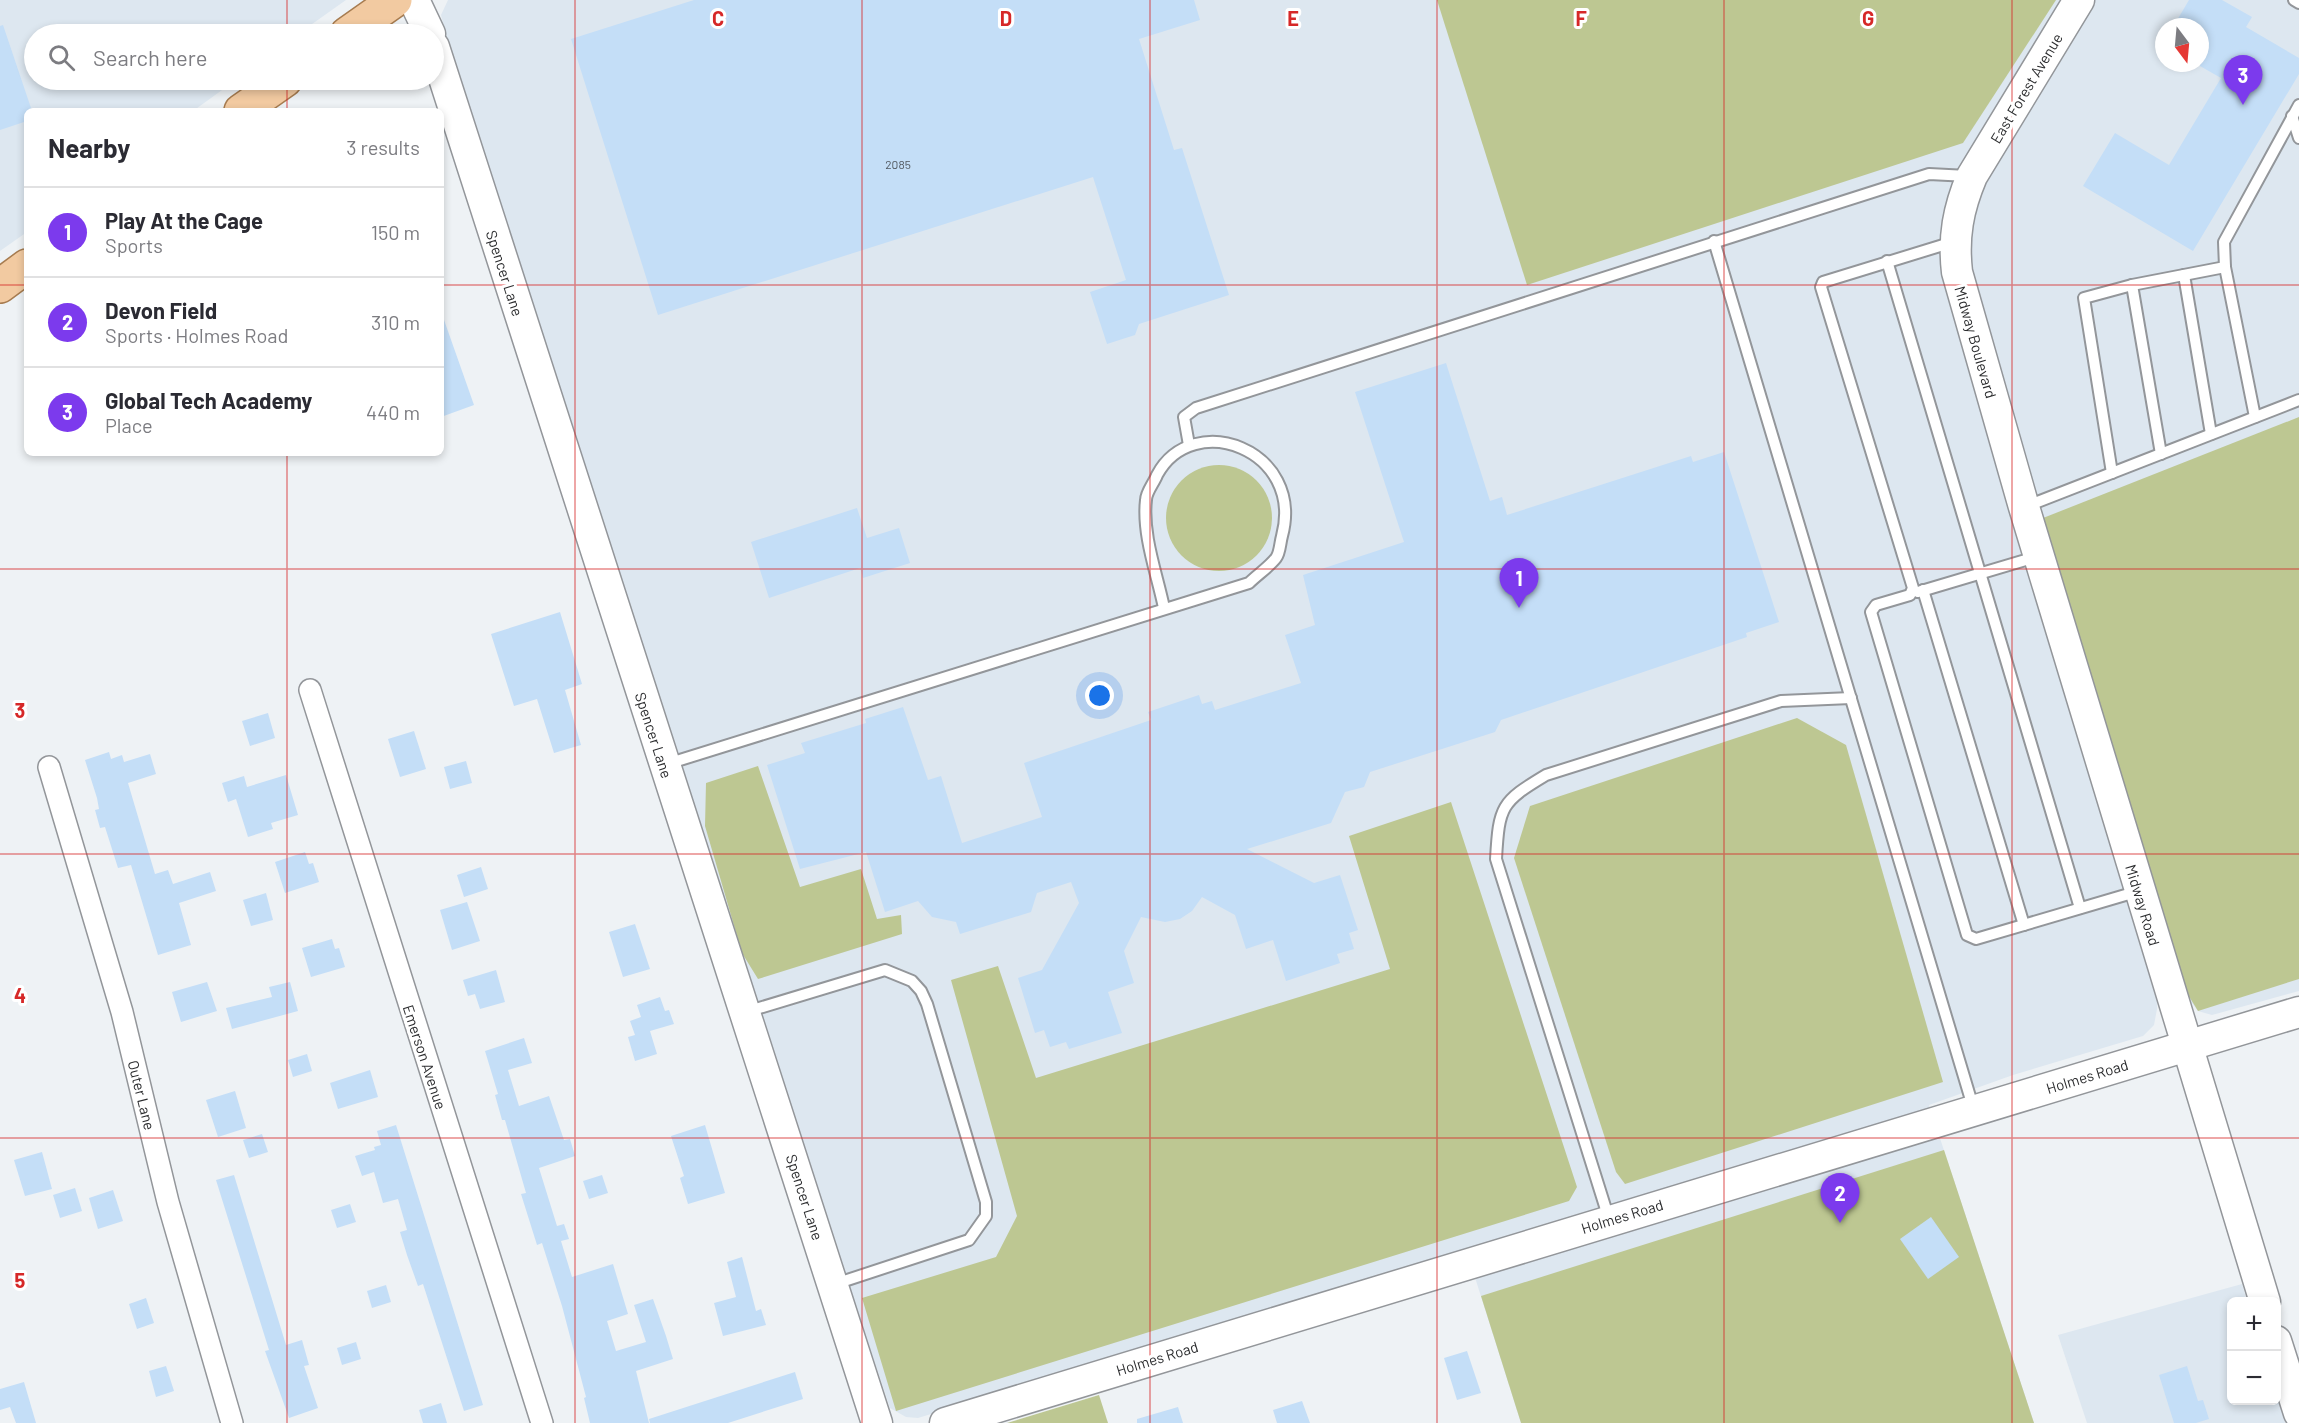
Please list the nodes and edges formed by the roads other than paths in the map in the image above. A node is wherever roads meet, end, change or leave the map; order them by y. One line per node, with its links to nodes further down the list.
1 (395, 0): 6 (main road)
2 (414, 0): 7 (street)
3 (2079, 0): 14 (street, East Forest Avenue)
4 (2294, 0): 5 (lane)
5 (2299, 3)
6 (361, 24)
7 (425, 24)
8 (444, 78): 37 (street, Spencer Lane)
9 (271, 90): 11 (main road)
10 (2299, 105): 12 (lane)
11 (245, 108)
12 (2292, 116): 13 (lane); 18 (lane)
13 (2299, 138)
14 (1971, 176): 15 (lane); 16 (street, Midway Boulevard)
15 (1714, 241): 26 (lane); 36 (lane)
16 (1954, 242): 17 (lane); 29 (street, Midway Boulevard)
17 (1887, 261): 31 (lane); 33 (lane)
18 (2225, 267): 20 (lane); 24 (lane)
19 (24, 268): 21 (main road)
20 (2184, 275): 22 (lane); 25 (lane)
21 (0, 285)
22 (2132, 285): 27 (lane); 28 (lane)
23 (2299, 400): 24 (lane)
24 (2255, 417): 25 (lane)
25 (2211, 434): 27 (lane)
26 (1189, 445): 34 (lane); 34 (lane)
27 (2161, 454): 28 (lane)
28 (2112, 473): 29 (lane)
29 (2024, 507): 30 (street, Midway Road)
30 (2039, 556): 31 (lane); 39 (street, Midway Road)
31 (1979, 574): 32 (lane); 40 (lane)
32 (1923, 590): 33 (lane); 41 (lane)
33 (1910, 595): 41 (lane)
34 (1164, 608): 37 (lane)
35 (310, 690): 52 (street, Emerson Avenue)
36 (1851, 698): 45 (lane); 46 (lane)
37 (664, 765): 43 (street, Spencer Lane)
38 (49, 767): 51 (street, Outer Lane)
39 (2139, 891): 40 (lane); 44 (street, Midway Road)
40 (2080, 908): 41 (lane)
41 (2024, 925)
42 (2299, 1012): 44 (street, Holmes Road)
43 (743, 1013): 47 (street, Spencer Lane); 47 (lane)
44 (2186, 1047): 45 (street, Holmes Road); 48 (street, Midway Road)
45 (1974, 1110): 46 (street, Holmes Road)
46 (1609, 1220): 54 (street, Holmes Road)
47 (833, 1284): 53 (street, Spencer Lane)
48 (2263, 1297)
49 (2280, 1351): 50 (street)
50 (2299, 1413)
51 (232, 1423)
52 (542, 1423)
53 (877, 1423)
54 (945, 1423)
══════
◆ **What to work on**
With the string "Avenue" as the key, filter the data above and show the lines that match.

◆ **Final answer**
3 (2079, 0): 14 (street, East Forest Avenue)
35 (310, 690): 52 (street, Emerson Avenue)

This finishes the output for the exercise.